Source data
-=-=-=-=-

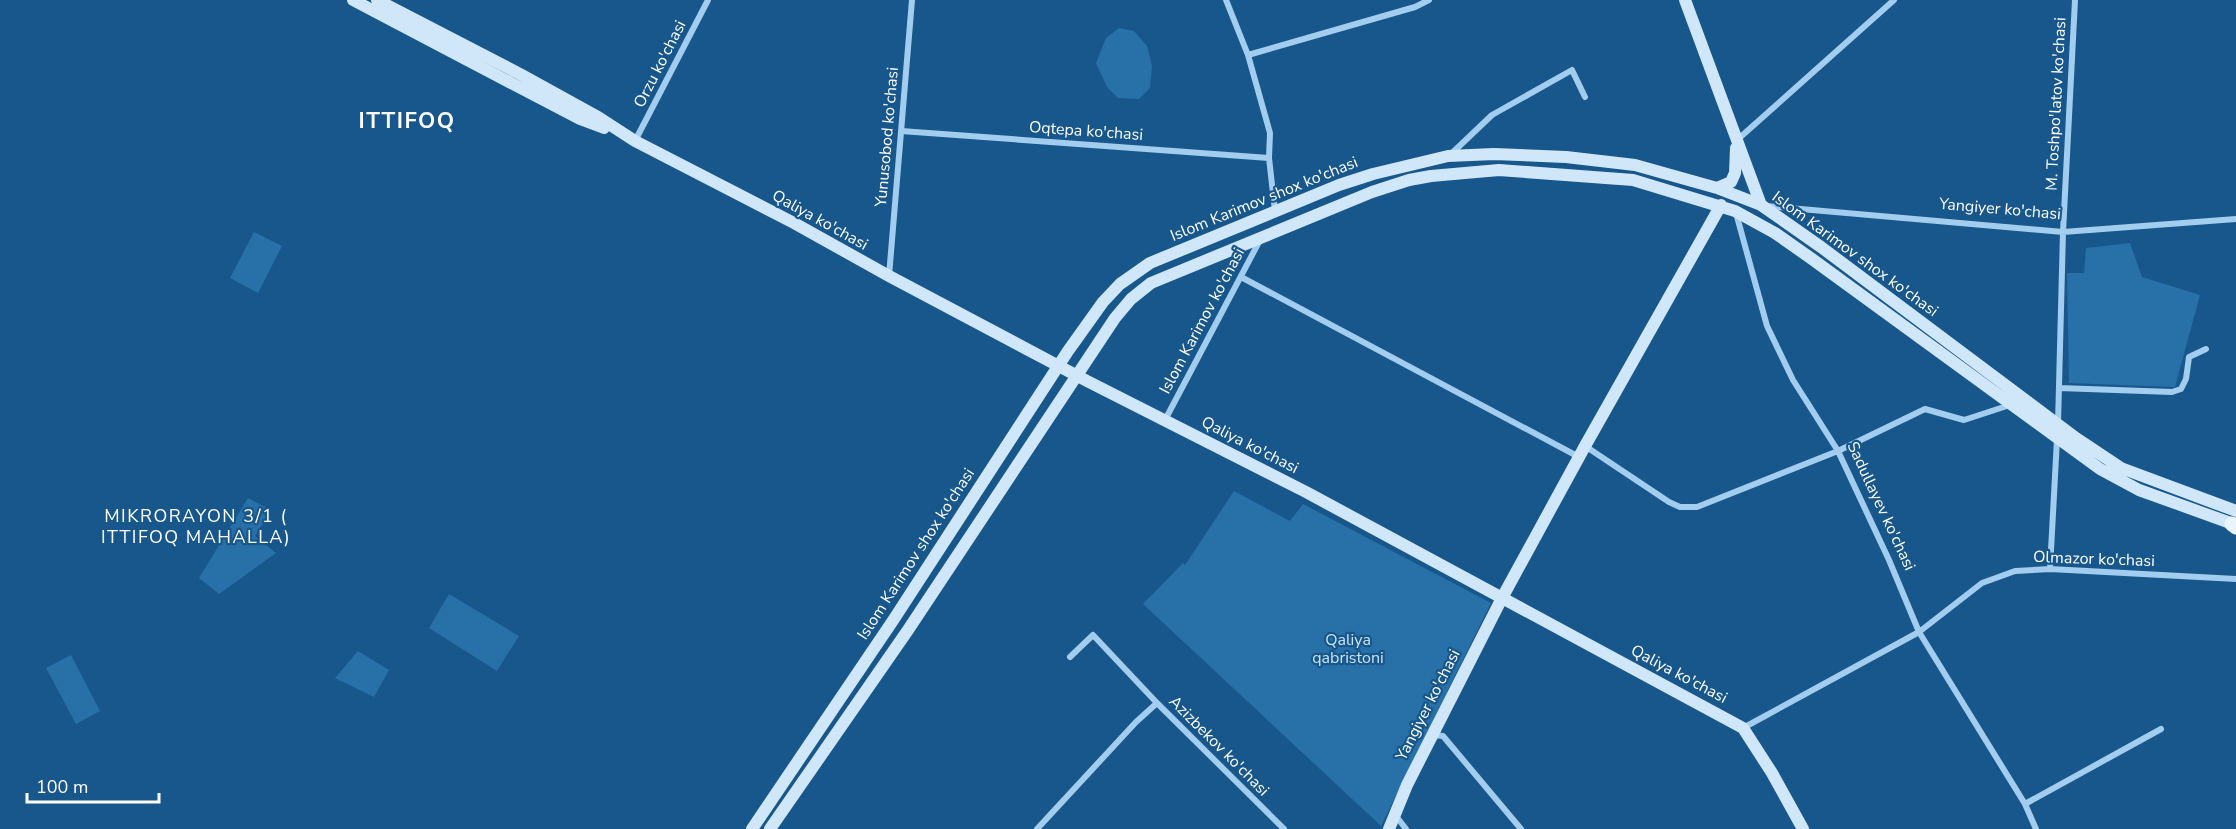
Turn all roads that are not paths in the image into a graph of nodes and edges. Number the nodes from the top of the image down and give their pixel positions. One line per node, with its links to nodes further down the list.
1 (353, 0): 14 (main road, Qaliya ko'chasi)
2 (377, 0): 14 (main road, Qaliya ko'chasi)
3 (708, 0): 14 (street, Orzu ko'chasi)
4 (912, 0): 13 (street, Yunusobod ko'chasi)
5 (1226, 0): 11 (street)
6 (1429, 0): 10 (street)
7 (1685, 0): 15 (main road)
8 (1894, 0): 15 (street)
9 (2075, 0): 26 (street, M. Toshpo'latov ko'chasi)
10 (1414, 4): 11 (street)
11 (1248, 55): 18 (street)
12 (1585, 97): 17 (street)
13 (901, 131): 18 (street, Oqtepa ko'chasi); 28 (street, Yunusobod ko'chasi)
14 (635, 141): 28 (main road, Qaliya ko'chasi)
15 (1736, 141): 20 (main road); 22 (main road)
16 (1494, 154): 17 (main road, Islom Karimov shox ko'chasi); 19 (main road); 20 (main road, Islom Karimov shox ko'chasi)
17 (1448, 156): 24 (main road, Islom Karimov shox ko'chasi)
18 (1269, 158): 24 (street)
19 (1496, 171): 21 (main road, Islom Karimov shox ko'chasi); 27 (main road, Islom Karimov shox ko'chasi)
20 (1717, 188): 22 (main road, Islom Karimov shox ko'chasi)
21 (1721, 205): 23 (main road, Islom Karimov shox ko'chasi); 40 (main road, Yangiyer ko'chasi)
22 (1761, 205): 26 (street, Yangiyer ko'chasi); 31 (main road, Islom Karimov shox ko'chasi)
23 (1735, 211): 32 (main road, Islom Karimov shox ko'chasi); 41 (street, Sadullayev ko'chasi)
24 (1275, 212): 33 (main road, Islom Karimov shox ko'chasi)
25 (2236, 219): 26 (street, Yangiyer ko'chasi)
26 (2062, 231): 35 (street, M. Toshpo'latov ko'chasi)
27 (1263, 236): 29 (street, Islom Karimov ko'chasi); 34 (main road, Islom Karimov shox ko'chasi)
28 (889, 276): 33 (main road, Qaliya ko'chasi)
29 (1241, 277): 37 (street, Islom Karimov ko'chasi); 42 (street)
30 (2206, 349): 35 (street)
31 (1959, 350): 32 (main road); 38 (main road, Islom Karimov shox ko'chasi)
32 (1950, 361): 36 (main road, Islom Karimov shox ko'chasi)
33 (1059, 366): 34 (main road, Qaliya ko'chasi); 53 (main road, Islom Karimov shox ko'chasi)
34 (1076, 375): 37 (main road, Qaliya ko'chasi); 55 (main road, Islom Karimov shox ko'chasi)
35 (2059, 388): 38 (street, M. Toshpo'latov ko'chasi)
36 (2010, 405): 39 (main road, Islom Karimov shox ko'chasi); 41 (street)
37 (1165, 420): 46 (main road, Qaliya ko'chasi)
38 (2058, 425): 43 (main road, Islom Karimov shox ko'chasi)
39 (2057, 439): 43 (main road, Islom Karimov shox ko'chasi); 44 (street)
40 (1585, 446): 41 (street); 42 (main road, Yangiyer ko'chasi)
41 (1838, 451): 47 (street, Sadullayev ko'chasi)
42 (1579, 457): 46 (main road, Yangiyer ko'chasi)
43 (2235, 522)
44 (2050, 569): 45 (street, Olmazor ko'chasi); 47 (street, Olmazor ko'chasi)
45 (2236, 579)
46 (1502, 598): 50 (main road, Qaliya ko'chasi); 52 (main road, Yangiyer ko'chasi)
47 (1919, 632): 50 (street, Olmazor ko'chasi); 54 (street, Sadullayev ko'chasi)
48 (1070, 657): 49 (street)
49 (1157, 703): 59 (street, Azizbekov ko'chasi); 60 (street, Azizbekov ko'chasi)
50 (1743, 728): 64 (main road, Qaliya ko'chasi)
51 (2161, 729): 54 (street)
52 (1431, 735): 56 (main road, Yangiyer ko'chasi); 63 (street)
53 (771, 801): 55 (main road); 57 (main road, Islom Karimov shox ko'chasi)
54 (2025, 804): 65 (street, Sadullayev ko'chasi)
55 (783, 811): 58 (main road, Islom Karimov shox ko'chasi)
56 (1395, 816): 61 (main road, Yangiyer ko'chasi); 62 (street)
57 (752, 829)
58 (770, 829)
59 (1037, 829)
60 (1284, 829)
61 (1389, 829)
62 (1406, 829)
63 (1521, 829)
64 (1803, 829)
65 (2036, 829)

-=-=-=-=-

** EXERCISE DESCRIPTION **
Tally the lines above that include the word "Sadullayev"; answer with the total only.

** ANSWER FOR THIS EXERCISE **
4